Now that we have covered on a high level how to leverage data in Trust and Safety, we will discuss the technical aspects of how to analyze the data in the following section.
Please note that the following section is not intended to be a substitute for formal training in statistics, research, and data. It serves only as a broad introduction to common statistics that may be used in trust and safety, with the goals of (a) providing a general direction for data professionals entering the field of trust and safety; and (b) cultivating basic understandings of statistics for trust and safety professionals working closely with data experts.
Descriptive vs. Inferential Statistics
Most practical statistics can be divided into two categories: descriptive statistics and inferential statistics. Descriptive statistics primarily involve evaluating and measuring the key features and characteristics of a data set. Basic summary statistics such as mean, median, and standard deviation are descriptive, as are most performance indicators. A graph showing the average rate of penalization over time would be a common use case of descriptive statistics.
Inferential statistics, by contrast, involve making inferences from the data: trying to draw useful conclusions or make predictions based on the evidence available, often based on statistical tests. Common examples include regression analysis which tests if two or more variables are related, and hypothesis testing which tests if sample population data is consistent with a statement about that population. Inferential statistics are mostly based around probabilities (how likely it is that a given conclusion is true) and in practice often require more domain knowledge about causes and effects. An example of inferential statistics would be evaluating data before and after a policy change to see if the change had any significant effects.

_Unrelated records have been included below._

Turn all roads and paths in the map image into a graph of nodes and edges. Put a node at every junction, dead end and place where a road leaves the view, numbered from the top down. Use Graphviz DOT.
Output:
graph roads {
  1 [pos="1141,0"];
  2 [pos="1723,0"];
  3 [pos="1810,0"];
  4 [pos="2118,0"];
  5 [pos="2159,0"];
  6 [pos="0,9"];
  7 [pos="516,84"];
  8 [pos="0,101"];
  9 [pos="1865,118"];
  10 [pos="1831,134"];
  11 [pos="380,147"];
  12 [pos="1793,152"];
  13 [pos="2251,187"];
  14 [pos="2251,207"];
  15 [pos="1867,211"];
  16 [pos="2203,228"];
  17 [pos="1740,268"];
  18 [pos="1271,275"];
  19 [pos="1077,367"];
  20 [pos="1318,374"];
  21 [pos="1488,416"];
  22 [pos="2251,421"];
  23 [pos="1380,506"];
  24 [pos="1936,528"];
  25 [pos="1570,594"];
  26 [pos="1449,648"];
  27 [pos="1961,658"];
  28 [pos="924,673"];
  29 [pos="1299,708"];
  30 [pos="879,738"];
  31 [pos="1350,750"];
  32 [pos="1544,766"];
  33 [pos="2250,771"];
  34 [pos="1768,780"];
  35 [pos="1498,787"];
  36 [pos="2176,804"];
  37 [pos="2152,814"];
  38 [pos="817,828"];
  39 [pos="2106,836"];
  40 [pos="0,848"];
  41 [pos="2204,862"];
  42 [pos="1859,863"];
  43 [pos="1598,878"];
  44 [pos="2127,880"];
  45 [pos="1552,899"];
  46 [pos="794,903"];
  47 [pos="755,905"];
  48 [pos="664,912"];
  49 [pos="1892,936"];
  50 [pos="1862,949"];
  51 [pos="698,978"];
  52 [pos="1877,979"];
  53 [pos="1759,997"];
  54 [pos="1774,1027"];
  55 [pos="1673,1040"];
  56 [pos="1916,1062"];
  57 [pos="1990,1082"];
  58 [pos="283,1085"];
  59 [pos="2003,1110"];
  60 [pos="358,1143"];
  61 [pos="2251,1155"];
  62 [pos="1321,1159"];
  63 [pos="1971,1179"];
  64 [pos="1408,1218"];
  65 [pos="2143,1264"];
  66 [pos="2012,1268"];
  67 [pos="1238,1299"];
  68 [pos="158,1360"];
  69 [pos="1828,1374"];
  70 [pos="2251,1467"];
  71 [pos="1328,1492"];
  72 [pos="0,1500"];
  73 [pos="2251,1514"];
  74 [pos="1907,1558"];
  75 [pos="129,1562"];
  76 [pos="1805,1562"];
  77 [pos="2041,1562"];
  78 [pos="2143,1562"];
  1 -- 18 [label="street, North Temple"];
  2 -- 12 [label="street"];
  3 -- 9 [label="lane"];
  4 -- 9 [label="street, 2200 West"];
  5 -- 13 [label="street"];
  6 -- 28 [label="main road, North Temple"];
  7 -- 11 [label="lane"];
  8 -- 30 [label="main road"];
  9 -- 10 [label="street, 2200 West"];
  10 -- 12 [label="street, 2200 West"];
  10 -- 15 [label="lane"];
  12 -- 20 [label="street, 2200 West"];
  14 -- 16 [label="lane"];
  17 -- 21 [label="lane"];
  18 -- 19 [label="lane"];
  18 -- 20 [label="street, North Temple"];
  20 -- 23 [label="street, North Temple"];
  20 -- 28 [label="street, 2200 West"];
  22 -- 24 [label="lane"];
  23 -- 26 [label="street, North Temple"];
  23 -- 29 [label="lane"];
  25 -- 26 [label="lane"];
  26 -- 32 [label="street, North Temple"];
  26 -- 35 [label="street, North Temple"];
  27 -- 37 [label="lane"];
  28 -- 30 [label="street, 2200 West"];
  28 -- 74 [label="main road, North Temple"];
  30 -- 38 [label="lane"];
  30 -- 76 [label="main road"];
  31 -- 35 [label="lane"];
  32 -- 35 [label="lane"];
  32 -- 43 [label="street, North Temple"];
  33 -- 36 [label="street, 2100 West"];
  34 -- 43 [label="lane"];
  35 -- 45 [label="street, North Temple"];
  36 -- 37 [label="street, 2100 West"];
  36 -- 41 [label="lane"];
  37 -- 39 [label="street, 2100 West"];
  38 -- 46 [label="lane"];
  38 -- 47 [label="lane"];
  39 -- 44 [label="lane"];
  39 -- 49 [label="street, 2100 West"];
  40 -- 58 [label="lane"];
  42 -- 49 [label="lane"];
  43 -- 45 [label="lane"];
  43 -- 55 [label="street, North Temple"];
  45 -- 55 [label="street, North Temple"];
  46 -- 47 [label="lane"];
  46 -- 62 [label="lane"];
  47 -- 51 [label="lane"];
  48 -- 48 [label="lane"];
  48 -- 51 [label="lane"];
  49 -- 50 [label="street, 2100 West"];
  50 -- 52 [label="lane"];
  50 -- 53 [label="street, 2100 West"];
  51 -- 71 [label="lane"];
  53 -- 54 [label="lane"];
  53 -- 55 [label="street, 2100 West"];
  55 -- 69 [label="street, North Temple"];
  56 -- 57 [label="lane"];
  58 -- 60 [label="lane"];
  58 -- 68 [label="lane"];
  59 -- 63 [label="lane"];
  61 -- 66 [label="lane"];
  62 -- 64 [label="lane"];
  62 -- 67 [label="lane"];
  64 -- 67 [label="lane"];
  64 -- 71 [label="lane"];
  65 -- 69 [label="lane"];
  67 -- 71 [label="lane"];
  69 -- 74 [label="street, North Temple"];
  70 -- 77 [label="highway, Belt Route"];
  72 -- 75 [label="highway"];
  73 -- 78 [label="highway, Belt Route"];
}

Relationships, Correlations, and Causation
If a relationship between A and B is detected, there are four possible explanations (see below). Understanding these nuances (see the Appendix for more resources) in data can help one determine which conclusions can reasonably be drawn on the data and what interventions, procedures, and/or policies the data may recommend.
- Spurious correlations (see examples here)
- A third variable or multiple third variables influencing both A and B
- A causes B
- B causes A
For example, suppose one was looking at the relationship between the number of monthly policy changes (A) and the number of monthly penalties (B), and that both seem to be increasing together. This could be a coincidence with the increases happening for independent reasons. It could be the result of a third variable, such as an increase in staffing to both find more violations and create new policies. A could have caused B, with the new policies generating more penalties. Finally, B could have caused A, with the new penalties providing extra information that drove policy changes.
When measuring populations, it is often desirable to take estimates using samples rather than evaluate all of what might be a very large data set. This begs the question: What is an adequate sample size? There is usually not an exact set number (e.g., 300 responses are “correct,” but 299 responses are “incorrect”). However, samples that are too small may not provide enough detail and accuracy to detect smaller changes or to draw conclusions and make decisions, and samples that are too big may be impractical or expensive. The goal is to strike a balance based on the nature of the changes that one is trying to measure.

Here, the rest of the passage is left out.